The Sun’s annual look at our newsroom makeup
I often field questions about how the Sun is doing, and there’s so many ways to answer.
I’ve shared in columns about our physical changes, in terms of printing a paper or our location at 545 Fifth Street; shifts in frequency and makeup of the print edition and the digital readership patterns driving those decisions; and occasionally about our people. At the end of the day, and whenever we look back and tell the story of the Sun’s digital era, it’s those people who are going to be the most important. This is a reporting staff that I truly feel lucky to work with every day.
We’re succeeding with this group in a tough environment for journalism, and for the Sun to continue that progress, we need to build an inclusive and diverse workplace where employees are valued and feel empowered. That means working to hire and sustain a workforce that is reflective of our area's diversity.
See also:Gannett newsrooms making steady progress in overall diversity
A commitment the Sun recently made, along with my colleagues at more than 250 newspapers in the USA TODAY Network, is to annually report back to you about the progress we’re making for our staff to better reflect the diversity in our community.
This week, as we did the past two years, we publish the makeup of our newsroom staff. Others around the company are doing the same, as a way to track whether, over time, we make progress toward this goal.
Our staff makeup has not changed over the past year, which means the statistics we’re sharing will look familiar. Part of that is good news, as stability and institutional knowledge is important in local news.

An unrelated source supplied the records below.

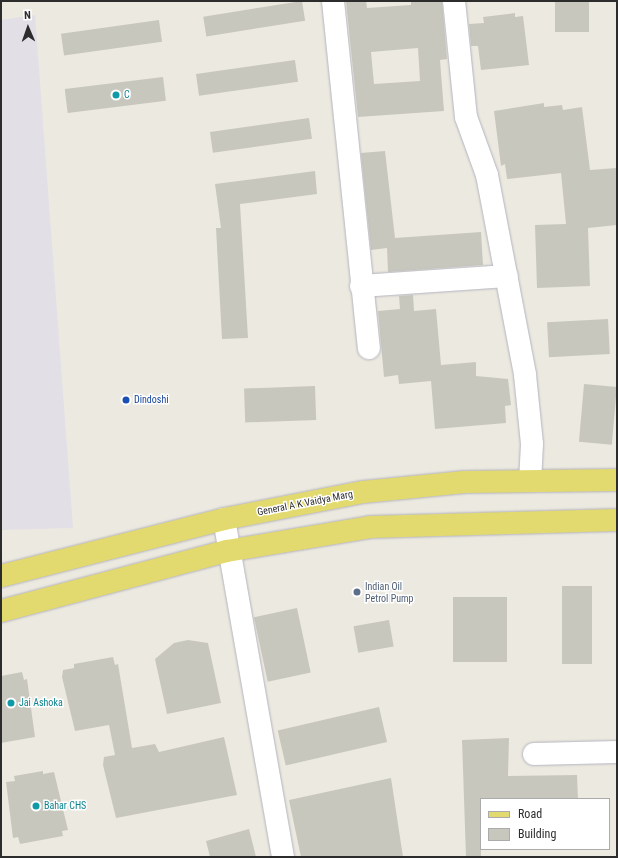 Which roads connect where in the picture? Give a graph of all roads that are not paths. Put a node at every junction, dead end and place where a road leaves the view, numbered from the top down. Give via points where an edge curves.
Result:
1 (333, 1) edge
2 (454, 1) edge
3 (507, 276) junction
4 (361, 286) junction
5 (368, 348) dead end
6 (530, 479) junction
7 (617, 480) edge
8 (224, 519) junction
9 (617, 520) edge
10 (227, 551) junction
11 (1, 576) edge
12 (1, 611) edge
13 (617, 752) edge
14 (534, 754) dead end
15 (283, 857) edge

1 - 4 street
2 - 3 street via 466,117 487,175
3 - 4 street
3 - 6 street via 527,392 532,444
4 - 5 street
6 - 7 main road, General A K Vaidya Marg
6 - 8 main road, General A K Vaidya Marg via 362,492
8 - 10 street
8 - 11 main road, General A K Vaidya Marg
9 - 10 main road via 370,527
10 - 12 main road
10 - 15 street
13 - 14 street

As of July 2022, about 10% of our newsroom staff, including reporters, a photographer and editor, come from diverse racial backgrounds.
It’s not yet truly reflective of the community we serve, but we acknowledge that goal takes time.
I believe that transparency and accountability are part of the long-term work it will take to make this vision complete, and the annual publication of this data puts some pressure on us to continue moving in that direction.